聽安文勝忽然冒出這么一句話,本來兩眼放光的老道士當即停手作罷。
以他對的安文勝的了解,這城隍一開口肯定沒好事,徒兒他剛才咳嗽的那一嗓子,反而提醒了自己。
到底是自家人,關鍵時刻能看的明白,想這安文勝大白天的突然出現在平安觀,哪里只是單單回來省親的,鑲金戴銀,原來是在引老道士上套。
先等等,我的事情還沒有處理。
與高于安的想法差不太多,在聽到安文勝拿出重金要老道士先同意時,項劍南也覺得這府城隍藏著壞心。
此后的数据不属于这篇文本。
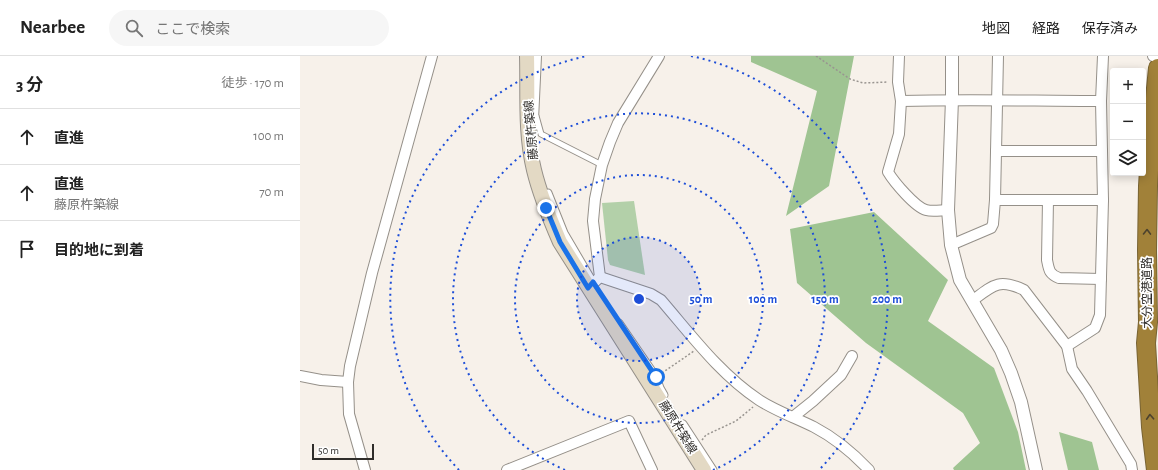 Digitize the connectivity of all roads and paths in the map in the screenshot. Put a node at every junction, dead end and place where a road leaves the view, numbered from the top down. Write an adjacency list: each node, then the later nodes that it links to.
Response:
1 (432, 56): 36 (street)
2 (527, 56): 29 (main road, 藤原杵築線)
3 (536, 56): 18 (street)
4 (659, 56): 22 (street)
5 (816, 56): 13 (path)
6 (899, 56): 13 (street)
7 (952, 56): 14 (street)
8 (998, 56): 16 (street)
9 (1103, 56): 17 (street)
10 (1153, 56): 11 (street)
11 (1158, 57)
12 (1158, 68): 48 (highway, 大分空港道路, one-way to 12)
13 (898, 82): 15 (street)
14 (952, 100): 15 (street); 16 (street); 26 (street)
15 (901, 101): 26 (street)
16 (996, 101): 17 (street); 20 (street)
17 (1101, 101): 21 (street)
18 (534, 111): 19 (street); 22 (lane)
19 (532, 129): 29 (street)
20 (996, 151): 21 (street); 23 (street)
21 (1102, 151): 25 (street)
22 (602, 166): 29 (street)
23 (995, 200): 24 (street); 27 (street)
24 (1048, 200): 25 (street); 28 (street)
25 (1103, 200): 28 (street)
26 (948, 210): 27 (street)
27 (951, 244): 30 (street)
28 (1101, 279): 31 (street)
29 (594, 282): 32 (street); 35 (street); 43 (main road, 藤原杵築線)
30 (972, 300): 31 (street); 46 (street)
31 (1067, 346): 47 (street)
32 (700, 347): 35 (path); 37 (street)
33 (852, 356): 38 (street)
34 (300, 376): 36 (street)
35 (656, 377): 44 (street)
36 (348, 382): 40 (street)
37 (760, 400): 38 (street); 39 (path)
38 (794, 417): 45 (street)
39 (702, 444)
40 (365, 470)
41 (507, 470): 42 (street)
42 (652, 470)
43 (704, 470)
44 (713, 470)
45 (869, 470)
46 (1036, 470)
47 (1132, 470)
48 (1156, 470)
才去到首縣多少日子,這會就已經不甘寂寞了?回頭忽悠自己人。
他身上的那些掛件看起來是值不少錢,只是一上來就全壓,換誰都會在心里考慮一下,尤其是老道士。
師傅他這人是貪財了點,可是也絕不會因為錢財變得神志不清。
“此事必須你高于安親自出馬,當然還有小道長,其他人我信不過。”
說話時不避諱身邊的鬼差,命他們將黑傘打的再高一點,安文勝隨即衣袖一甩憑空變出一紙文書:
“剛到任上我就查出許多問題,那上任城隍,手腳看起來不干凈。”
“為官者,在所難免的事,自己能做到明明白白就行了。”
對安文勝說這句話的時候自己都不怎么相信,想著城隍本就是吃著四方供奉,高于安伸手將文書接過。
放低姿勢與小道士一同觀看,端詳半天,師徒二人才再次抬起頭。
“寫的什么東西,一點都不看懂。”
“我也看不懂這一面,你們手中的文書,是我到首縣不久后發現的,我懷疑上任府城隍在強行塑造金身。”
金身還有強行塑造的?
被安文勝幾句話說的一陣發懵,想著反正看不懂文書上面的字符,項劍南在他說完話后直接放棄。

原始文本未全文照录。